Research-team-left-to-right-Prof.-Israel-Ganno-Omer-Ben-Barak-Dror-Dr.-Michal-Tepper-Prof.-Yuval-Nir
Technological breakthrough – Closed-eye imaging can track wakefulness, awareness, and pain
Technological breakthrough can help identify clinical responses under anesthesia:
Closed eye imaging can track wakefulness, awareness, and pain in unresponsive conditions such as sleep, anesthesia, and intensive care, say Tel Aviv University researchers
A new technological development allows, for the first time, to monitor changes in pupil size and gaze direction behind closed eyes using touchless infrared imaging. In the future, tracking changes in pupil size will help identify a state of wakefulness in sleep, anesthesia, and intensive care and help track the depth of sedation, detect seizures and nightmares, and recognize pain or responsiveness that may occur after trauma and in intensive care departments. The investigators anticipate that this technology has strong potential to become an important tool in clinical care.
The breakthrough was achieved by a team of investigators from Tel Aviv University led by doctoral student Omer Ben Barak-Dror, under the joint supervision of Prof. Yuval Nir from the Department of Physiology, Faculty of Medical and Health Sciences, Sagol School of Neuroscience, and the Department of Biomedical Engineering; and Prof. Israel Gannot from the Department of Biomedical Engineering. Other team members include Dr. Michal Tepper, Dr. Barak Hadad, Dr. Hani Barhum and David Haggiag. The research was published in the journal, Communications Medicine.
Prof. Nir explains that “it is often said that the eyes are the windows to the soul.” Indeed, pupil size changes all the time, dilating or contracting to regulate the amount of incoming light, while providing valuable clinical information. We all know that our pupils get smaller in bright light and larger in darkness. But this is only one reason why pupils change size. They also dilate when we’re stimulated, for example when we react to a sudden event or when we are in pain. In such cases, our autonomic nervous system serves as an alarm and prepares us to take action. Tracking pupil size and eye movements can be critical in many clinical situations. However, until now this has been limited to open-eye scenarios. There was no method that allowed anyone to do this when eyes are closed.
The new research describes innovative technology that combines short wave infrared (SWIR) imaging with deep learning algorithms to perform touchless pupillometry and eye tracking behind closed eyelids. “To establish and validate our technology, we focused on the pupillary light reflex (PLR) when the pupil constricts in response to a sudden flash of light, and then dilates back to normal. This is a basic reflex that occurs symmetrically across the two eyes in healthy people. We performed experiments testing our technology on the closed eye while comparing the results to the open eye data,” said Omer Ben Barak-Dror, lead author of the study at Tel Aviv University.

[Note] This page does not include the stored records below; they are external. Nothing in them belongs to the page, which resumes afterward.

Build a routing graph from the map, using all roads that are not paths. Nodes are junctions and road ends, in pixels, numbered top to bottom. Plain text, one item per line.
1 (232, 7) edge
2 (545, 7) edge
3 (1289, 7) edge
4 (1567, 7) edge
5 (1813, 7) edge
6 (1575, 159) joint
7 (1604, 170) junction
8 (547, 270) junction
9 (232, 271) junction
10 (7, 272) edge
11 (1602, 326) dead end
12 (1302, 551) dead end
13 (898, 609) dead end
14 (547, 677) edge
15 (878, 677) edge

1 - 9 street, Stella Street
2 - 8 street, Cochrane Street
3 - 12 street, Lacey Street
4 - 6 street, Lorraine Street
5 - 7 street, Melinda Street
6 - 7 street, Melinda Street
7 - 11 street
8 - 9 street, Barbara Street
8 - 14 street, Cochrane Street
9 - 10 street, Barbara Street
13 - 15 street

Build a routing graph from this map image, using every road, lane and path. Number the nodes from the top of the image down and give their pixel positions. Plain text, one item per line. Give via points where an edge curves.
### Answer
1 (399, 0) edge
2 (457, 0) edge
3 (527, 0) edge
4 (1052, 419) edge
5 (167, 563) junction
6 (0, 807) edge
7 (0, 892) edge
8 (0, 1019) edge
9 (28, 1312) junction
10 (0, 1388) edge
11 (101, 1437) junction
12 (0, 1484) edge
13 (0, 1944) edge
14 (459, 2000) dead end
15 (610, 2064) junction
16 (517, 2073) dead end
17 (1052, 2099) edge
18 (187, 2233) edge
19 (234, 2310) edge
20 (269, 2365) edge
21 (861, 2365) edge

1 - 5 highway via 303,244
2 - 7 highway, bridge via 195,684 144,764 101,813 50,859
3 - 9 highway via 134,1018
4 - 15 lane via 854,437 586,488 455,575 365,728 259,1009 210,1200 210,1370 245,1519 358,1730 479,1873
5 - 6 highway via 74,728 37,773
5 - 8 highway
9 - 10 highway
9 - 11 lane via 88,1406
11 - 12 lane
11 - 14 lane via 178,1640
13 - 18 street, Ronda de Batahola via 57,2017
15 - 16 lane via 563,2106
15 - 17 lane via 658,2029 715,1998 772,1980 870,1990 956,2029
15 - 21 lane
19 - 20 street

Profs. Nir and Gannot add that “Our method can successfully track the precise dynamics of the pupillary light reflex in closed-eye conditions, revealing the changes in pupil size following each light flash in individual subjects, and also accurately estimating where the eye gaze is directed to, within afew degrees accuracy. The system operates at wavelengths where light has its maximum depth of penetration in biological tissue, and by analyzing the data using deep learning algorithms, we can go beyond what is typically possible with standard methods of near-infrared imaging.”.
Dr. Tepper adds that the information collected using continuous touchless monitoring is a critical element of the patient’s electronic medical record (EMR) and helps with decisions concerning optimal medical treatment.
The investigators concluded: “Our technology, backed by a patent application, paves the way for developing devices with wide-ranging clinical and commercial applications in domains ranging from sleep medicine, through monitoring sedation level and intraoperative awareness in anesthesia, to assessing pain and reactivity in unresponsive patients or in neurology intensive care and trauma wards.”
The study was supported by grants from the Zimin Foundation and the breakthrough technology program of the Israeli Ministry of Science and Technology.